Trabalho de doutorado desenvolvido na Faculdade de Engenharia de Alimentos (FEA) por Daniele Souza de Carvalho resultou na produção de aromas naturais de frutas por via biotecnológica, obtidos a partir de resíduos agroindustriais. Além disso, comprovou-se a sua viabilidade de uso por reduzir o tempo de processamento, o que deve diminuir também os custos. Esses aromas mostraram-se promissores para aplicação sobretudo na indústria de alimentos, podendo serem adicionados ao leite fermentado, iogurtes e rações animais, entre outras possibilidades. Do processamento da indústria cervejeira, foi aproveitado o bagaço de malte, que sobressaiu no experimento com um aroma puxado para o abacaxi, e do processamento da mandioca, a manipueira, um aroma puxado para o morango.

Daniele, que é química de alimentos, expõe que o tempo de processamento foi encurtado para um dia, em oposição às 72 a 96 horas que em geral demandariam pelos processos convencionais para obtenção deste composto. Isso porque, se o microrganismo fosse colocado direto no meio, teria que passar por uma fase de adaptação, que envolve a curva de crescimento normal. Ela explica que ativou o microrganismo em meio convencional e, após 24 horas, foi adicionado no resíduo, desenvolvendo a produção máxima desse composto em 24 horas de fermentação.

Os achados já apontam que é possível beneficiar diferentes setores da indústria, salienta a autora, principalmente com a diminuição dos custos, já que os processos biotecnológicos exigem, em geral, um longo tempo de fermentação e têm um substrato caro. Por reunir essas características, Daniele pensou em utilizar resíduos como substrato para o processo fermentativo. “Sem fazer a etapa de pré-inóculo (quando adiciona-se o microrganismo ao meio), o microrganismo teria que passar pela fase de adaptação, entretanto, com o auxílio da etapa do pré-inóculo, ele já estaria com todo o aporte enzimático ativo e começaria a produzir os compostos de aroma.”
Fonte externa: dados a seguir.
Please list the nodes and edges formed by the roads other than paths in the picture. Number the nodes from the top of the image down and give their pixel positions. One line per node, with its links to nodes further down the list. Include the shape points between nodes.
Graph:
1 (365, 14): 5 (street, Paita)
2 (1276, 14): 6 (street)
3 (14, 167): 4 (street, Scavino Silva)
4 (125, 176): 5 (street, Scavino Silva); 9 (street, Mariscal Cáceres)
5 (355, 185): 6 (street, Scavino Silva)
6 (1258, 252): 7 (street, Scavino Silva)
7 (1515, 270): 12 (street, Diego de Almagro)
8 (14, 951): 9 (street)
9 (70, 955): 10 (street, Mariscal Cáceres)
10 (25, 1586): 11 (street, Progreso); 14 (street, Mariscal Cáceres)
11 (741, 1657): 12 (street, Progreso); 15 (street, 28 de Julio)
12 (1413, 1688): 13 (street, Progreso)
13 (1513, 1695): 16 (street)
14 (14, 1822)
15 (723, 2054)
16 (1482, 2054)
Na tese, orientada pela docente da FEA Gláucia Maria Pastore, quando comparado o extrato de malte, que seria o meio sintético comum de se usar, com o resíduo de bagaço de malte, ambos apresentaram a mesma performance. “Tivemos a visita de um aromista, que ficou encantado com o produto oriundo do extrato fermentado. O aromista já trabalha com a possibilidade de saltar a etapa da purificação”, aborda Daniele, outra desvantagem do processo biotecnológico. “Assim chegaremos mais perto da escala industrial.”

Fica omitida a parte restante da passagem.